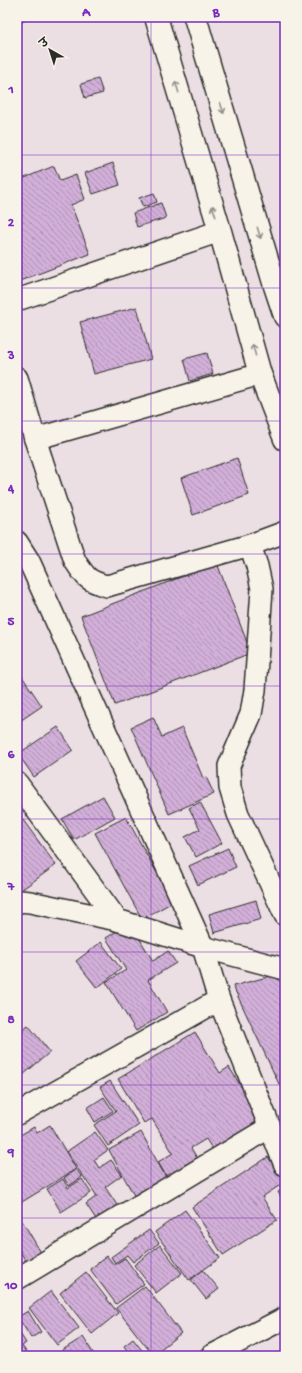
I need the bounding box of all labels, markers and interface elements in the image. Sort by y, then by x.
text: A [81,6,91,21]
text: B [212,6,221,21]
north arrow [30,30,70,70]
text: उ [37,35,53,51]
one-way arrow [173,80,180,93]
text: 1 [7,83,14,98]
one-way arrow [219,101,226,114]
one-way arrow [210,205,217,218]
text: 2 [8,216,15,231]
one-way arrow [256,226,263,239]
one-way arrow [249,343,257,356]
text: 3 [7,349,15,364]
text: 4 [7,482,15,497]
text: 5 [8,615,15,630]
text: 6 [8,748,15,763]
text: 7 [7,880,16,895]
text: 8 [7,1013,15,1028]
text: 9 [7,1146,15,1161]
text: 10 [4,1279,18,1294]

......

◆ **About this task**
Apart from the pictures, every line above must be printed exactly.

◆ **Response to the task**
I need the bounding box of all labels, markers and interface elements in the image. Sort by y, then by x.
text: A [81,6,91,21]
text: B [212,6,221,21]
north arrow [30,30,70,70]
text: उ [37,35,53,51]
one-way arrow [173,80,180,93]
text: 1 [7,83,14,98]
one-way arrow [219,101,226,114]
one-way arrow [210,205,217,218]
text: 2 [8,216,15,231]
one-way arrow [256,226,263,239]
one-way arrow [249,343,257,356]
text: 3 [7,349,15,364]
text: 4 [7,482,15,497]
text: 5 [8,615,15,630]
text: 6 [8,748,15,763]
text: 7 [7,880,16,895]
text: 8 [7,1013,15,1028]
text: 9 [7,1146,15,1161]
text: 10 [4,1279,18,1294]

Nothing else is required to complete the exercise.